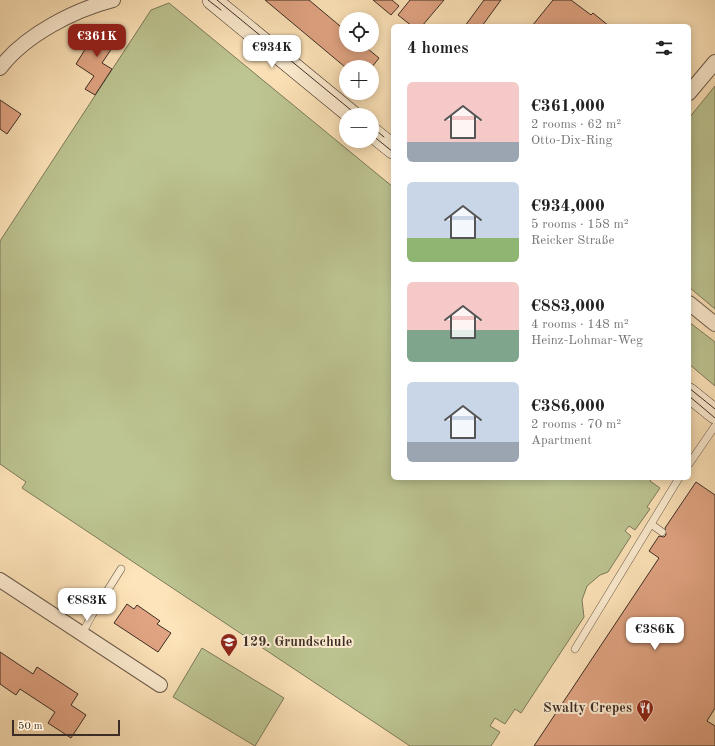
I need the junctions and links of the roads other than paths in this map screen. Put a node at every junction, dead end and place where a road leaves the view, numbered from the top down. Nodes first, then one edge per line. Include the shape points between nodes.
1 (113, 0) edge
2 (212, 0) edge
3 (715, 62) edge
4 (0, 68) edge
5 (691, 91) edge
6 (343, 108) edge
7 (379, 138) edge
8 (391, 147) edge
9 (691, 305) edge
10 (715, 324) edge
11 (691, 395) edge
12 (715, 414) edge
13 (715, 426) edge
14 (691, 461) edge
15 (678, 480) edge
16 (651, 524) junction
17 (662, 532) dead end
18 (121, 569) dead end
19 (0, 580) edge
20 (82, 634) junction
21 (575, 649) dead end
22 (160, 685) dead end

1 - 4 street via 69,16 38,33
2 - 6 street
3 - 5 street
7 - 8 street
9 - 10 street
11 - 12 street
13 - 14 lane
15 - 16 lane
16 - 17 lane
16 - 21 lane
18 - 20 lane
19 - 20 street
20 - 22 street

───

▶ [What is expected] Write every record out again exactly; no pictures belong in the copy.

▶ [Solution for this exercise]
I need the junctions and links of the roads other than paths in this map screen. Put a node at every junction, dead end and place where a road leaves the view, numbered from the top down. Nodes first, then one edge per line. Include the shape points between nodes.
1 (113, 0) edge
2 (212, 0) edge
3 (715, 62) edge
4 (0, 68) edge
5 (691, 91) edge
6 (343, 108) edge
7 (379, 138) edge
8 (391, 147) edge
9 (691, 305) edge
10 (715, 324) edge
11 (691, 395) edge
12 (715, 414) edge
13 (715, 426) edge
14 (691, 461) edge
15 (678, 480) edge
16 (651, 524) junction
17 (662, 532) dead end
18 (121, 569) dead end
19 (0, 580) edge
20 (82, 634) junction
21 (575, 649) dead end
22 (160, 685) dead end

1 - 4 street via 69,16 38,33
2 - 6 street
3 - 5 street
7 - 8 street
9 - 10 street
11 - 12 street
13 - 14 lane
15 - 16 lane
16 - 17 lane
16 - 21 lane
18 - 20 lane
19 - 20 street
20 - 22 street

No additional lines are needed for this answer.